Technical Applications

  • Teaching Basic Chemistry
  • Incoming Materials Verification
  • Unknown Sample Identification

Typical Customers

  • Educational Teaching
  • Small Manufacturers
  • Forensic Drug Labs
  • QC Labs in many Industries

What Does It Do?

The Nicolet iS5 Fourier Transform Infrared (FT-IR) spectrometer integrates high-performance optics into a compact, rugged and reliable package. Its premium spectral performance and Award-winning OMNIC spectroscopy software make it an ideal tool for anyone needing a rapid and cost-effective solution for material verification, additive analysis, contaminant identification or structural elucidation.

How Does It Work?

Infrared spectroscopy takes advantage of the property of bonds within molecules to absorb infrared energy at unique wavelengths.
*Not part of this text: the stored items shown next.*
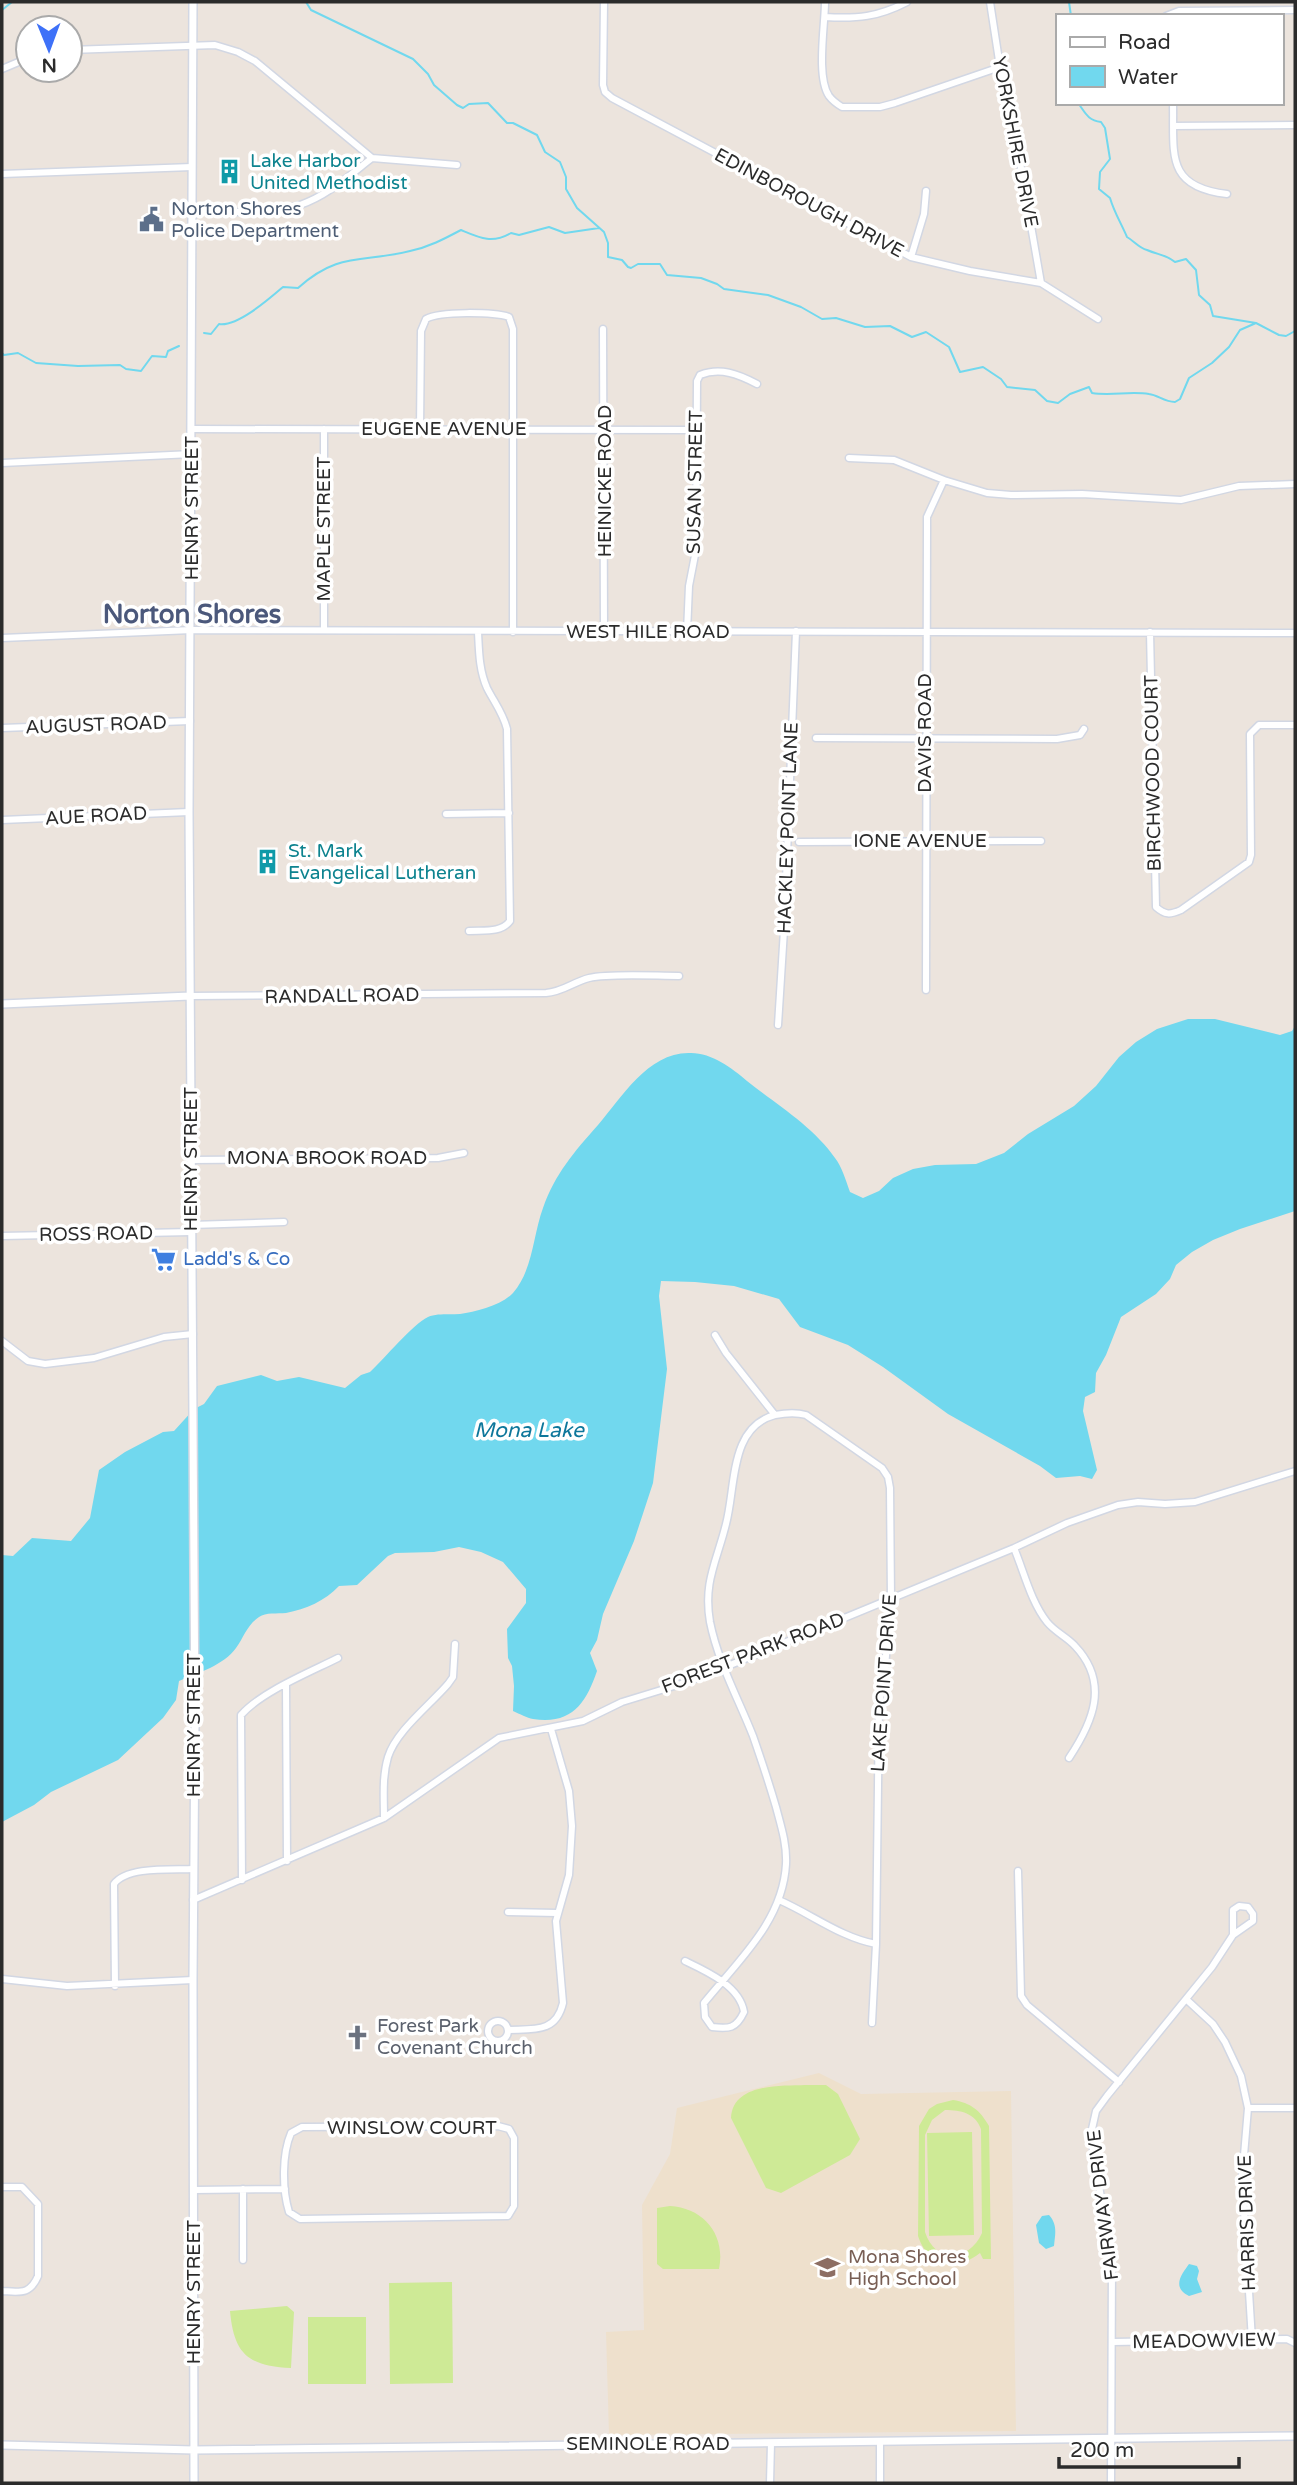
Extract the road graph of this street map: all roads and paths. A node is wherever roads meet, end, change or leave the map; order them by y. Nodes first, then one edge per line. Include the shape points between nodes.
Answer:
1 (193, 2) edge
2 (604, 2) edge
3 (825, 2) edge
4 (906, 2) edge
5 (990, 2) edge
6 (1295, 10) edge
7 (1170, 14) edge
8 (825, 17) junction
9 (193, 45) junction
10 (84, 49) edge
11 (1000, 67) junction
12 (1173, 105) edge
13 (1295, 125) edge
14 (1173, 126) junction
15 (372, 158) junction
16 (457, 165) dead end
17 (192, 167) junction
18 (2, 174) edge
19 (926, 191) dead end
20 (1227, 194) dead end
21 (193, 211) junction
22 (911, 257) junction
23 (1041, 283) junction
24 (1098, 319) dead end
25 (603, 329) dead end
26 (757, 384) dead end
27 (421, 428) junction
28 (513, 428) junction
29 (192, 429) junction
30 (324, 429) junction
31 (604, 429) junction
32 (696, 430) junction
33 (192, 454) junction
34 (849, 458) dead end
35 (2, 463) edge
36 (944, 480) junction
37 (1295, 484) edge
38 (192, 630) junction
39 (324, 630) junction
40 (796, 631) junction
41 (478, 632) junction
42 (513, 632) junction
43 (604, 632) junction
44 (687, 632) junction
45 (925, 632) junction
46 (1150, 632) junction
47 (1295, 633) edge
48 (2, 638) edge
49 (190, 721) junction
50 (1295, 725) edge
51 (2, 728) edge
52 (1084, 729) dead end
53 (925, 737) junction
54 (816, 738) dead end
55 (190, 812) junction
56 (509, 813) junction
57 (446, 814) dead end
58 (2, 820) edge
59 (926, 841) junction
60 (1041, 841) dead end
61 (799, 842) dead end
62 (470, 931) dead end
63 (679, 976) dead end
64 (926, 990) dead end
65 (190, 996) junction
66 (2, 1004) edge
67 (778, 1025) dead end
68 (464, 1153) dead end
69 (190, 1160) junction
70 (284, 1222) dead end
71 (191, 1228) junction
72 (2, 1236) edge
73 (193, 1335) junction
74 (715, 1335) dead end
75 (2, 1341) edge
76 (775, 1415) junction
77 (1295, 1471) edge
78 (1014, 1548) junction
79 (891, 1599) junction
80 (455, 1644) dead end
81 (338, 1658) dead end
82 (723, 1668) junction
83 (286, 1684) junction
84 (551, 1729) junction
85 (1069, 1758) dead end
86 (384, 1818) junction
87 (286, 1861) junction
88 (193, 1869) junction
89 (1018, 1871) dead end
90 (242, 1880) junction
91 (193, 1900) junction
92 (779, 1900) junction
93 (508, 1912) dead end
94 (557, 1913) junction
95 (1233, 1935) junction
96 (876, 1944) junction
97 (685, 1961) dead end
98 (2, 1979) edge
99 (192, 1980) junction
100 (722, 1983) junction
101 (115, 1986) junction
102 (1187, 2000) junction
103 (872, 2023) dead end
104 (509, 2030) dead end
105 (1119, 2081) junction
106 (1248, 2108) junction
107 (1295, 2108) edge
108 (2, 2187) edge
109 (243, 2189) junction
110 (285, 2189) junction
111 (194, 2190) junction
112 (243, 2260) dead end
113 (2, 2291) edge
114 (1252, 2340) junction
115 (1113, 2342) junction
116 (1295, 2343) edge
117 (1295, 2437) edge
118 (1112, 2440) junction
119 (771, 2443) junction
120 (880, 2443) junction
121 (2, 2445) edge
122 (194, 2449) junction
123 (194, 2483) edge
124 (770, 2483) edge
125 (880, 2483) edge
126 (1111, 2483) edge

1 - 9 street, HENRY STREET
2 - 22 street, EDINBOROUGH DRIVE via 605,92
3 - 8 street
4 - 8 street via 879,15
5 - 11 street, YORKSHIRE DRIVE
6 - 7 street via 1179,10
8 - 11 street via 824,84 828,95 842,107 880,107
9 - 10 street
9 - 15 street via 227,47 255,61
9 - 17 street, HENRY STREET
11 - 23 street, YORKSHIRE DRIVE
12 - 14 street
13 - 14 street
14 - 20 street via 1179,171 1189,183
15 - 16 street
15 - 21 street via 301,205 278,211
17 - 18 street
17 - 21 street, HENRY STREET
19 - 22 street
21 - 29 street, HENRY STREET
22 - 23 street, EDINBOROUGH DRIVE
23 - 24 street, EDINBOROUGH DRIVE
25 - 31 street, HEINICKE ROAD
26 - 32 street, SUSAN STREET via 720,371 700,375
27 - 28 street, EUGENE AVENUE
27 - 28 street via 421,331 426,319 498,314 509,317 513,329
27 - 30 street, EUGENE AVENUE
28 - 31 street, EUGENE AVENUE
28 - 42 street
29 - 30 street, EUGENE AVENUE
29 - 33 street, HENRY STREET
30 - 39 street, MAPLE STREET
31 - 32 street, EUGENE AVENUE
31 - 43 street, HEINICKE ROAD
32 - 44 street, SUSAN STREET via 696,550
33 - 35 street
33 - 38 street, HENRY STREET
34 - 36 street via 894,460
36 - 37 street via 987,494 1181,500 1239,486
36 - 45 street, DAVIS ROAD via 927,517
38 - 39 street, WEST HILE ROAD
38 - 48 street, WEST HILE ROAD
38 - 49 street, HENRY STREET
39 - 41 street, WEST HILE ROAD
40 - 44 street, WEST HILE ROAD
40 - 45 street, WEST HILE ROAD
40 - 67 street, HACKLEY POINT LANE
41 - 42 street, WEST HILE ROAD
41 - 56 street via 481,673 507,729
42 - 43 street, WEST HILE ROAD
43 - 44 street, WEST HILE ROAD
45 - 46 street, WEST HILE ROAD
45 - 53 street, DAVIS ROAD
46 - 47 street, WEST HILE ROAD
46 - 50 street, BIRCHWOOD COURT via 1156,907 1162,912 1171,915 1181,910 1249,862 1250,734 1259,725
49 - 51 street, AUGUST ROAD
49 - 55 street, HENRY STREET
52 - 53 street via 1080,736 1057,739
53 - 54 street
53 - 59 street, DAVIS ROAD
55 - 58 street, AUE ROAD
55 - 65 street, HENRY STREET
56 - 57 street
56 - 62 street via 510,920 498,930
59 - 60 street, IONE AVENUE
59 - 61 street, IONE AVENUE
59 - 64 street, DAVIS ROAD
63 - 65 street, RANDALL ROAD via 595,977 546,993
65 - 66 street, RANDALL ROAD
65 - 69 street, HENRY STREET
68 - 69 street, MONA BROOK ROAD via 438,1158
69 - 71 street, HENRY STREET
70 - 71 street, ROSS ROAD
71 - 72 street, ROSS ROAD
71 - 73 street, HENRY STREET
73 - 75 street via 164,1337 94,1358 45,1364 28,1361
73 - 88 street, HENRY STREET
74 - 76 street
76 - 79 street, LAKE POINT DRIVE via 806,1415 888,1476
76 - 82 street via 756,1423 741,1445 726,1527 710,1571 710,1619
77 - 78 street, FOREST PARK ROAD via 1195,1502 1118,1505
78 - 79 street, FOREST PARK ROAD
78 - 85 street via 1046,1622 1083,1655 1093,1680 1092,1717
79 - 82 street, FOREST PARK ROAD
79 - 96 street, LAKE POINT DRIVE via 879,1706
80 - 86 street via 453,1676 402,1732 389,1755 383,1783
81 - 83 street
82 - 84 street, FOREST PARK ROAD
82 - 92 street via 753,1736 785,1839
83 - 87 street
83 - 90 street via 241,1715
84 - 86 street, FOREST PARK ROAD via 499,1738
84 - 94 street via 569,1791 572,1826 569,1875
86 - 87 street, FOREST PARK ROAD
87 - 90 street, FOREST PARK ROAD
88 - 91 street, HENRY STREET
88 - 101 street via 135,1872 116,1880
89 - 105 street via 1021,1996
90 - 91 street, FOREST PARK ROAD
91 - 99 street, HENRY STREET
92 - 96 street via 855,1940
92 - 100 street via 767,1924
93 - 94 street
94 - 104 street via 563,1992 560,2016 542,2028
95 - 95 street, FAIRWAY DRIVE via 1233,1910 1248,1907 1253,1921
95 - 102 street, FAIRWAY DRIVE
96 - 103 street, LAKE POINT DRIVE
97 - 100 street
98 - 101 street
99 - 101 street
99 - 111 street, HENRY STREET
100 - 100 street via 704,2003 705,2017 712,2026 729,2029 741,2019 743,2003
102 - 105 street, FAIRWAY DRIVE
102 - 106 street, HARRIS DRIVE via 1225,2042 1241,2077
105 - 115 street, FAIRWAY DRIVE via 1096,2111 1092,2129 1112,2265
106 - 107 street
106 - 114 street, HARRIS DRIVE via 1242,2179
108 - 113 street via 22,2187 38,2204 38,2276 33,2287 23,2292
109 - 110 street
109 - 111 street
109 - 112 street
110 - 110 street, WINSLOW COURT via 289,2212 300,2219 508,2216 514,2206 514,2138 509,2129 498,2126 302,2127 291,2133 286,2145
111 - 122 street, HENRY STREET
114 - 115 street, MEADOWVIEW
114 - 116 street, MEADOWVIEW
115 - 118 street, FAIRWAY DRIVE
117 - 118 street, SEMINOLE ROAD
118 - 120 street, SEMINOLE ROAD
118 - 126 street, FAIRWAY DRIVE
119 - 120 street, SEMINOLE ROAD
119 - 122 street, SEMINOLE ROAD
119 - 124 street
120 - 125 street
121 - 122 street, SEMINOLE ROAD
122 - 123 street, HENRY STREET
The spectrum the instrument produces represents the sum of all the absorptions of light by the molecules in the sample being analyzed. The Nicolet iS5 FT-IR is optimized for data analysis in the mid-infrared region in the range from 2.5 to 25 micrometers (4000 – 400 wavenumbers), which is the region of primary vibrational frequencies for many chemical functional groups. Only bonds with a dipole moment will absorb infrared energy and create a spectrum. So for example, molecules like CO2 and H2O will have infrared spectra but symmetrical diatomic gases like H2, N22 or O2 will not.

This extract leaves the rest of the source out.